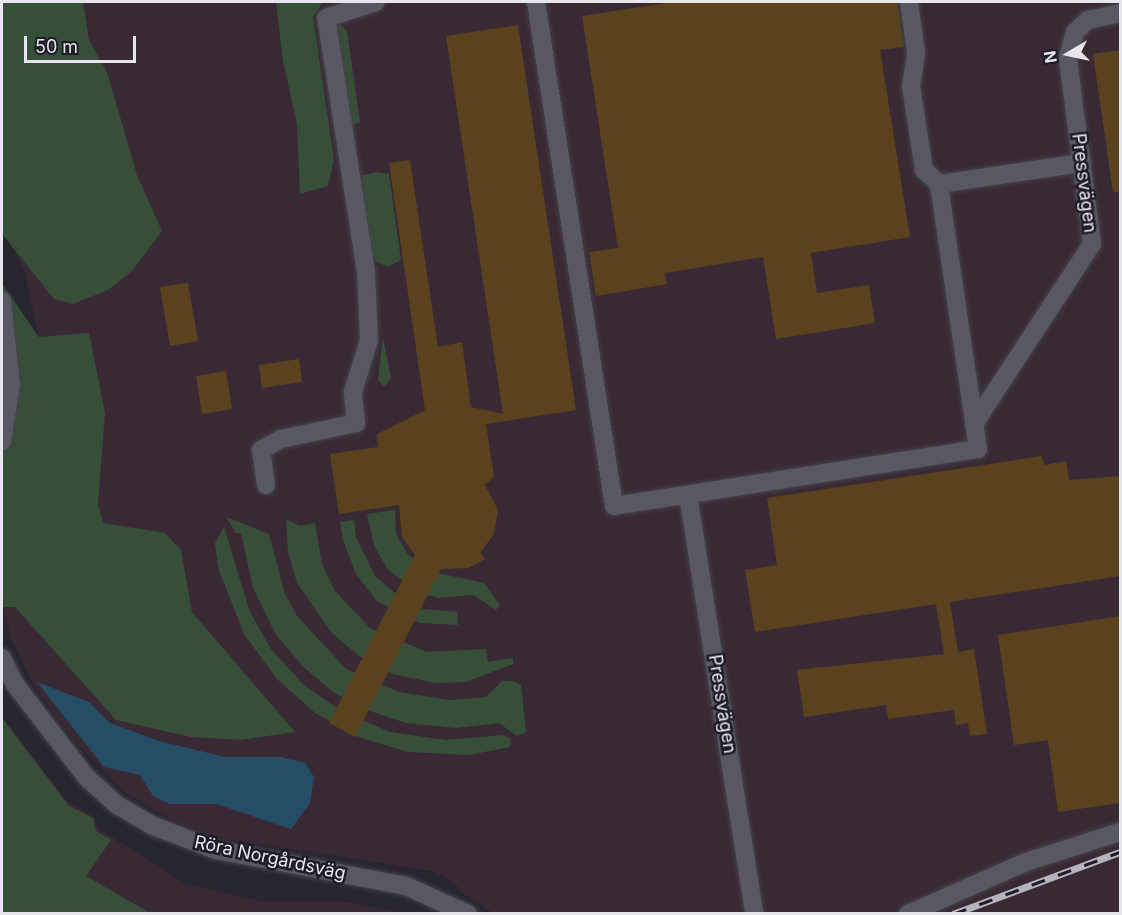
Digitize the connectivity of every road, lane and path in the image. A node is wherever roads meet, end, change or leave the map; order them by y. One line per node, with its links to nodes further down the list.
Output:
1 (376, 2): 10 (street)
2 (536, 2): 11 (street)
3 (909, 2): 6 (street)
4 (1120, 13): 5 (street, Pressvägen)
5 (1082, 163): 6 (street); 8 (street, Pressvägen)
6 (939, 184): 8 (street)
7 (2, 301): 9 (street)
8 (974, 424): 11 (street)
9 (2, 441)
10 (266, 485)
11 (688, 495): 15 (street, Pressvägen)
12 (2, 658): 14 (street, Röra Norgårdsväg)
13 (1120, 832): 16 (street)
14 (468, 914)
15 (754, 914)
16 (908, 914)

++++++++

What you will do: If a record holds a picture, leave that picture out; retype everything else exactly.

Reply to the exercise:
Digitize the connectivity of every road, lane and path in the image. A node is wherever roads meet, end, change or leave the map; order them by y. One line per node, with its links to nodes further down the list.
Output:
1 (376, 2): 10 (street)
2 (536, 2): 11 (street)
3 (909, 2): 6 (street)
4 (1120, 13): 5 (street, Pressvägen)
5 (1082, 163): 6 (street); 8 (street, Pressvägen)
6 (939, 184): 8 (street)
7 (2, 301): 9 (street)
8 (974, 424): 11 (street)
9 (2, 441)
10 (266, 485)
11 (688, 495): 15 (street, Pressvägen)
12 (2, 658): 14 (street, Röra Norgårdsväg)
13 (1120, 832): 16 (street)
14 (468, 914)
15 (754, 914)
16 (908, 914)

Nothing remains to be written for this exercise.